Gleichzeitig eröffnet sich jetzt einigen sehr spannenden Projekten eine neue Zielgruppe auf Kickstarter. In Deutschland sitzende Gründer mussten bislang ja trotz Internationalität auf kleinere Plattformen wie IndieGoGo oder StartNext mit deren eingeschränkter Reichweite ausweichen. (Ein Beispiel: The Dreamlands von Huan Vu.)
Spannend bleibt offenbar immer die Frage nach der Projektsprache. Die meisten Projekte sind englisch beschrieben, mit englischen Belohnungslevels und englischsprachigem Video. Ich habe auch Projekte gesehen, die komplett deutschsprachig abgefasst waren, aber die Belohnungen auf Englisch beschrieben haben. Offenbar versuchen die deutschen Gründer fast immer – und längst nicht nur bei physischen Produkten, auch bei Content – ein internationales Publikum anzusprechen.
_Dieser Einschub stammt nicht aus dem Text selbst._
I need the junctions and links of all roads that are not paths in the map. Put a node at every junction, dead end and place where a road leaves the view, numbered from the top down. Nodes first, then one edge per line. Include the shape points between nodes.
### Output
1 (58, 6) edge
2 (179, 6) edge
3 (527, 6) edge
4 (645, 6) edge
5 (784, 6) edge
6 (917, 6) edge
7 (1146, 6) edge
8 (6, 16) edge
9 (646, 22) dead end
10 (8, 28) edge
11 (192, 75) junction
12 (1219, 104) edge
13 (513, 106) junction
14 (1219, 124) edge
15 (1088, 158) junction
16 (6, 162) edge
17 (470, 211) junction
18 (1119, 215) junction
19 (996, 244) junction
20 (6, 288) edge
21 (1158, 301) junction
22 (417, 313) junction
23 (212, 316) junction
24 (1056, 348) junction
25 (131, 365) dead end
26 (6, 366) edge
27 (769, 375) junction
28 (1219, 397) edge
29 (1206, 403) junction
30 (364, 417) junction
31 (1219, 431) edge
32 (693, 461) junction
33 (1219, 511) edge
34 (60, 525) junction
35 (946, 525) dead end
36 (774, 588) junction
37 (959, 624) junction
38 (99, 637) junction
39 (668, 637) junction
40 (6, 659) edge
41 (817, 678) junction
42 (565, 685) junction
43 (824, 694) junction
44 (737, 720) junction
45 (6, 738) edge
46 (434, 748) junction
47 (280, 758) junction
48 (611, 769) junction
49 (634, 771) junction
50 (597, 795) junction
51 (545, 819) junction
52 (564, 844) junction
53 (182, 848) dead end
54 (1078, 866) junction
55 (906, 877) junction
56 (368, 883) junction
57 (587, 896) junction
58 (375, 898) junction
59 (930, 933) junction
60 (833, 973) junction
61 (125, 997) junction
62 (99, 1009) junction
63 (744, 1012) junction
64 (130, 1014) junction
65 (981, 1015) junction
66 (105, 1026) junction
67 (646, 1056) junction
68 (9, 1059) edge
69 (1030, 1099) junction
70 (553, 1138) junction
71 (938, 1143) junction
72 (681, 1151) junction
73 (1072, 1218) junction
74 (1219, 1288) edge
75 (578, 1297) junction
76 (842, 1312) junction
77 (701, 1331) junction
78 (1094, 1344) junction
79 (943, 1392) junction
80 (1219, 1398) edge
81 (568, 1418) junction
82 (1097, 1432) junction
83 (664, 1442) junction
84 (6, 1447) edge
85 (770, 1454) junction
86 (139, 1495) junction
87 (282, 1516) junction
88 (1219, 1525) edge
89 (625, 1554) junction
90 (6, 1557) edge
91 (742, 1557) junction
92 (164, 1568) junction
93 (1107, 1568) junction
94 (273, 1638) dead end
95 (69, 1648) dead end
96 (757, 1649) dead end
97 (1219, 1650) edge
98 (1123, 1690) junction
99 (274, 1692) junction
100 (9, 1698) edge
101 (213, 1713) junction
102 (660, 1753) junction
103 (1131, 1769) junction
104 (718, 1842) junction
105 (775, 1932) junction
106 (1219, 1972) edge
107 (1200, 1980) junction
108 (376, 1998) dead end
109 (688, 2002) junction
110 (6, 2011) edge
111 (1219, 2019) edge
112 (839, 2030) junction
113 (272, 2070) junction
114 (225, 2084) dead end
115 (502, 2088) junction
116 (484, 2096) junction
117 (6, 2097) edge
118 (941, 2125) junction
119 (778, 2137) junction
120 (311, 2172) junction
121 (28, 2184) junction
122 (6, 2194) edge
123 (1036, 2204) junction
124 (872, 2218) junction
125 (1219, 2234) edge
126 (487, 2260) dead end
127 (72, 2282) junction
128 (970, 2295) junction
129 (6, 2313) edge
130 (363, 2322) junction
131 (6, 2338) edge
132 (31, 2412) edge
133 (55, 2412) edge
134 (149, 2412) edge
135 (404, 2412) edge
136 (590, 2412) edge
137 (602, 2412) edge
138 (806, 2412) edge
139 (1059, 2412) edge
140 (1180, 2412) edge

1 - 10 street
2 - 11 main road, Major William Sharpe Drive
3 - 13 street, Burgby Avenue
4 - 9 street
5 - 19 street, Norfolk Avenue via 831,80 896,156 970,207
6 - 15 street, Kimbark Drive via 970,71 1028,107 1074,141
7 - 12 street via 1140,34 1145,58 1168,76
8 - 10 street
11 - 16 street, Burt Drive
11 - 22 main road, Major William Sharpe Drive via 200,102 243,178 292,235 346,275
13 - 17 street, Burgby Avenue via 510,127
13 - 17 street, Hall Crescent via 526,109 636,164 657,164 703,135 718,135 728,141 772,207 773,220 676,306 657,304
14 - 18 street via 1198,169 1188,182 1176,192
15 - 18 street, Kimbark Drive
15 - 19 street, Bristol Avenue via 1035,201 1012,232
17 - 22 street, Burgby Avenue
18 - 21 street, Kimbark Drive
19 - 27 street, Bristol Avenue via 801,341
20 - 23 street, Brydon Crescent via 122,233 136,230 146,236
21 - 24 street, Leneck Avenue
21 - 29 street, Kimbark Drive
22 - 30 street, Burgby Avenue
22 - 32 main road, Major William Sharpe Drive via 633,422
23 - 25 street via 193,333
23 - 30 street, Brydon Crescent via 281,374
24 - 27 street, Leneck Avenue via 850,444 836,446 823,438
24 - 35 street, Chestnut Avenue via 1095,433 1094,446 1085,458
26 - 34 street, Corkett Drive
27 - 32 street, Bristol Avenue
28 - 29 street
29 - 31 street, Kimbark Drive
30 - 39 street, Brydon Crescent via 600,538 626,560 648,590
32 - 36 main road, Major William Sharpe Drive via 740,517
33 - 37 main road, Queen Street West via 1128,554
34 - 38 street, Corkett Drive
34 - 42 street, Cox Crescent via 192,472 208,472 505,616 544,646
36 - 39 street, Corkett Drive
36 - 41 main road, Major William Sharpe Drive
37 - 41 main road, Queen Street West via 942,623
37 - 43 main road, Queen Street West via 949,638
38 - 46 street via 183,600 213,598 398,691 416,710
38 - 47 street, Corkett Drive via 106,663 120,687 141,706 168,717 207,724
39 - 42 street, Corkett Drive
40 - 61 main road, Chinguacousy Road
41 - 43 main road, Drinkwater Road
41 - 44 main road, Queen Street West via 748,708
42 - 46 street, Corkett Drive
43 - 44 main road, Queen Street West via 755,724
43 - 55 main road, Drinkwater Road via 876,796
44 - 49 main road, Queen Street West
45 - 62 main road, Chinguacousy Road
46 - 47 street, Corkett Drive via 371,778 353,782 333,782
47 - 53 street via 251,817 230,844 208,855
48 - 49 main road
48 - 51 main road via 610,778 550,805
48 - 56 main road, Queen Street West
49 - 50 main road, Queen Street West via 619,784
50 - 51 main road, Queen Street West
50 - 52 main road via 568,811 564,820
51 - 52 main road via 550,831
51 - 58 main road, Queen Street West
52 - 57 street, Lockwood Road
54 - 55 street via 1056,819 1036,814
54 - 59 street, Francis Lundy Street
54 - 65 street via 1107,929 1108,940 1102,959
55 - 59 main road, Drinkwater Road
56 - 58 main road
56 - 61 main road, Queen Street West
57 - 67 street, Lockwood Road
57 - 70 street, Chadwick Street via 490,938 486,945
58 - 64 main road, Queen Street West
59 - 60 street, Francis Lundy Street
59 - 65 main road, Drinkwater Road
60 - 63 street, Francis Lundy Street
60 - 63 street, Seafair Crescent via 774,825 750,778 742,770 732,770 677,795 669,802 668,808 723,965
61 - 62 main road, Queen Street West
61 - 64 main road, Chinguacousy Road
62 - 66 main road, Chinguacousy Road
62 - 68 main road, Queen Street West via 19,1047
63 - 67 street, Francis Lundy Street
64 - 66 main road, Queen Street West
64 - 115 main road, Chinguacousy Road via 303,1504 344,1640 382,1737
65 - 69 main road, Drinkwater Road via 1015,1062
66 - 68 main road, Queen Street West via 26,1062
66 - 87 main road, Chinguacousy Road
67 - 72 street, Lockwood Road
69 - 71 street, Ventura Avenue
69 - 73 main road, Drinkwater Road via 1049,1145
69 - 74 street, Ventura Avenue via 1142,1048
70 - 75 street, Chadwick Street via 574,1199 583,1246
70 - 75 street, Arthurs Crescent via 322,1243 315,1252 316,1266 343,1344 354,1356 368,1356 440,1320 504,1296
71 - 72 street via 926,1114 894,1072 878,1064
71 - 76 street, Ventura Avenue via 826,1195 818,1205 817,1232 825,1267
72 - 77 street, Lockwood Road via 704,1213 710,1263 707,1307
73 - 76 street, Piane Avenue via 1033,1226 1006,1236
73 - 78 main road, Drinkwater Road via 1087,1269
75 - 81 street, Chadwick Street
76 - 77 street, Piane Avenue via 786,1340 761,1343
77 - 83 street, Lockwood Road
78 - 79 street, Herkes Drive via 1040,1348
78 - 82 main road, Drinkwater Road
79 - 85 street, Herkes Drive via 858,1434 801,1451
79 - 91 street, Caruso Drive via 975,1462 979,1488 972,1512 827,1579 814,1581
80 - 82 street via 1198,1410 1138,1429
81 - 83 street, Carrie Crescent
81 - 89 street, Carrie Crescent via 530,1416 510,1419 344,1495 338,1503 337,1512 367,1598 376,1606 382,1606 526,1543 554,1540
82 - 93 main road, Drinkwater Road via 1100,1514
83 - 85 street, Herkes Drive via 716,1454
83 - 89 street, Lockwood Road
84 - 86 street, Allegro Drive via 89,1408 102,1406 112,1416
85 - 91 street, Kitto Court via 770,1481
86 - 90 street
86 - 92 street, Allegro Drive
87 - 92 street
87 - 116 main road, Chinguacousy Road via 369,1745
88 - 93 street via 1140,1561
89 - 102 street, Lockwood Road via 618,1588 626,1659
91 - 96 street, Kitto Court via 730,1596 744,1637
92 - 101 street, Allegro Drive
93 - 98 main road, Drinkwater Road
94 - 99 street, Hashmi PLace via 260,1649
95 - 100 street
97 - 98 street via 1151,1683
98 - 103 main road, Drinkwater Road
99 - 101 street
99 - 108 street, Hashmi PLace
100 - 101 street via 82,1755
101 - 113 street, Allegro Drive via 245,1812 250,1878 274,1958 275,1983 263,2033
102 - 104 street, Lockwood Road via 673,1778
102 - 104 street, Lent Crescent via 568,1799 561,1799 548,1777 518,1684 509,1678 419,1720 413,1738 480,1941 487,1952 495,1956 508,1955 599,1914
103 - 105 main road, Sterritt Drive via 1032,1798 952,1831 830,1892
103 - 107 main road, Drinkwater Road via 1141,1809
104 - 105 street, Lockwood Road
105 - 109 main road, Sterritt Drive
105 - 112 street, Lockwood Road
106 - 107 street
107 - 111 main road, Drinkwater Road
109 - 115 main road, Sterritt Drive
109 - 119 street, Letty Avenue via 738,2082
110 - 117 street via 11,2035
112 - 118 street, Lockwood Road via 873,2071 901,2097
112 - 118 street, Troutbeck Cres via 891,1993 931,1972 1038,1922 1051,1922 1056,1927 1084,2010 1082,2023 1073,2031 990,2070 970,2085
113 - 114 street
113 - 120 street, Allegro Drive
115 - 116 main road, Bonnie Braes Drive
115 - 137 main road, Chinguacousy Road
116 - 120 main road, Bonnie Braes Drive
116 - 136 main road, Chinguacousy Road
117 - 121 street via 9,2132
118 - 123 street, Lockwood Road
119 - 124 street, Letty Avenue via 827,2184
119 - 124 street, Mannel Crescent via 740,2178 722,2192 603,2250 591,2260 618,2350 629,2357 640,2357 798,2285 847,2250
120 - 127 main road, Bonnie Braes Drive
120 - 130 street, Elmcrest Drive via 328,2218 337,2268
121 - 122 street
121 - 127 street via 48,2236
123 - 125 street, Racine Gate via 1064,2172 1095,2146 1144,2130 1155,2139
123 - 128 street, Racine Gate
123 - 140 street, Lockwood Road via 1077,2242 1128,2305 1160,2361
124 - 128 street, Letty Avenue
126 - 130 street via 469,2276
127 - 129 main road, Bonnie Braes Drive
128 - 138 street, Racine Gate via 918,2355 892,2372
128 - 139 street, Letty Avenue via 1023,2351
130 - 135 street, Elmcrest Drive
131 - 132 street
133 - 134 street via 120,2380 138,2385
Mein Fazit in Bezug aufs Buch: Das bleibt wohl weiterhin die Ausnahme auf Crowdfunding-Portalen. Eigentlich verwunderlich. Zwar kann sich jeder mit einem selbstgepublishten Buch dem Markt stellen und so sein Glück versuchen, aber Recherche und Ruhe zum Schreiben kosten nun mal meistens viel Zeit, und Zeit ist Geld. Nicht jeder kann da in Vorleistung gehen (und Verlage tun das ja immer seltener). Allerdings rechnen sich die Projekt-Starter wohl keine großen Chancen aus, mit ihren Buchprojekten auf Kickstarter den großen Wurf zu landen. Die Anzahl gescheiterter oder wenig aussichtsreicher Projektfinanzierungen gibt ihnen da nicht unrecht.